I Have Some Money for a Makerspace. Now What?

Guest post by:  Heidi Neltner | Instructional Technology Specialist, Certified Librarian

I’ve been primarily working with elementary on the makerspace format for the last 4-5 years.  I would say the first thing you might think to do before buying anything is conduct a needs assessment see what is lacking for the kids and consider the kind of programming you might implement to help fill needs.  (we needed some tools to support NGSS so I started with Legos and Snap Circuits, then branched out from there.)  Also consider your school’s mission and vision and the CSIP.  Tying purchases and plans to those things goes really far in giving your movement credibility.

You might talk to teachers you consider to have an innovative mindset and ask them what they would need to support really taking kids to new places in thought and practice.  Look to see what kinds of projects get done each year and things that might support those projects – (for example if kids are making a lot of displays, maybe a circuit machine would be a good addition).   

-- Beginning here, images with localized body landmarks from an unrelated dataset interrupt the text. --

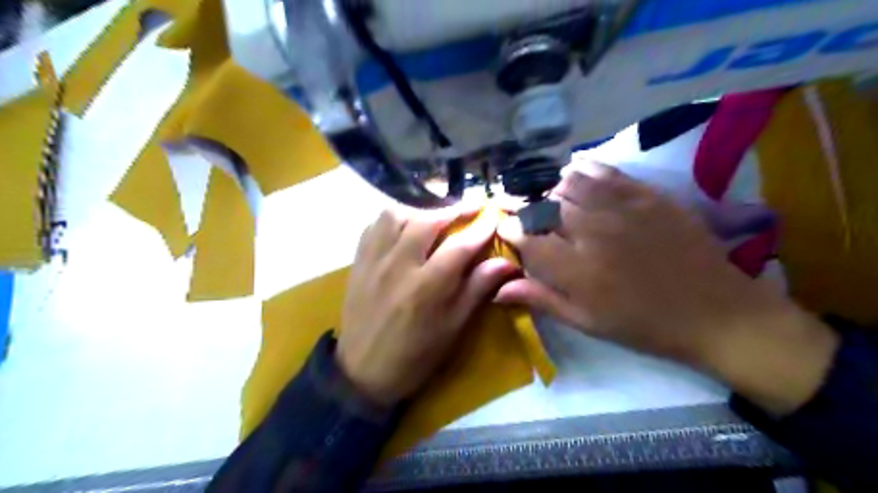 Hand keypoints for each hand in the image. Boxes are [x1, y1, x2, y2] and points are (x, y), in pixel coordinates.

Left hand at [334, 204, 515, 407]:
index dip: (480, 227)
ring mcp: (373, 260)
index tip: (493, 215)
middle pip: (427, 220)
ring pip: (396, 214)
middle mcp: (398, 266)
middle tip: (470, 207)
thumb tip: (506, 263)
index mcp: (426, 288)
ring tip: (435, 216)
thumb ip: (477, 289)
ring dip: (421, 209)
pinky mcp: (358, 261)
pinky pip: (374, 225)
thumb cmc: (415, 355)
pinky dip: (393, 218)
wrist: (363, 371)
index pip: (459, 245)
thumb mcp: (453, 327)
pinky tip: (404, 226)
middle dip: (453, 209)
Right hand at [500, 164, 835, 412]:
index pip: (527, 238)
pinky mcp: (647, 195)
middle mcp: (593, 233)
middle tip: (529, 216)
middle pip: (544, 207)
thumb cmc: (643, 325)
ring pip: (569, 183)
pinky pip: (604, 171)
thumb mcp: (587, 322)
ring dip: (555, 192)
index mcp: (575, 270)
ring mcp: (621, 209)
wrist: (713, 312)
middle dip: (527, 208)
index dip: (510, 229)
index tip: (507, 229)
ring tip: (557, 204)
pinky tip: (579, 178)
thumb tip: (498, 289)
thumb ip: (541, 299)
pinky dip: (584, 171)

I would also check in with the kids to see what they feel like they’re missing.  It might be that students need space to collaborate, so large white boards or writable surfaces would serve you well; or kids might need a place to make really good resumes, so workstations with tutorials on how to use sites like Canva to build really impressive, visual resumes might help.  Or kids might just be really stressed out and need a place to relax and work together on cool projects like collaborative art that could be donated.

If reaching out to teachers and students to find out what they need seems too time consuming for your timeline, another approach would be to establish a theme for next year and base your purchases around that theme.  For example you might consider a theme that includes the word “light” then you could focus on purchasing things and organizing events that would allow students to do things like create wearable LED projects, or your theme might have something to do with “bringing ideas to life” and center your purchases around things that would allow kids to create videos or cartoons (green screens, iPads for easy editing) or you could have a totally different view on that and buy kits that would allow kids to grow things and create green spaces in your school.

I do have some resources and suggestions here that might spark some better ideas: http://learninprogress.blogspot.com/2015/09/makerspace-on-budget.html

Ultimately whatever you purchase, it helps to have a general plan for how you want to use it and programming you might do with it – try to sketch out a rough calendar of how you would implement or use the items, or make a list of teachers you might reach out to for collaboration ideas, so you feel good about whatever you purchase.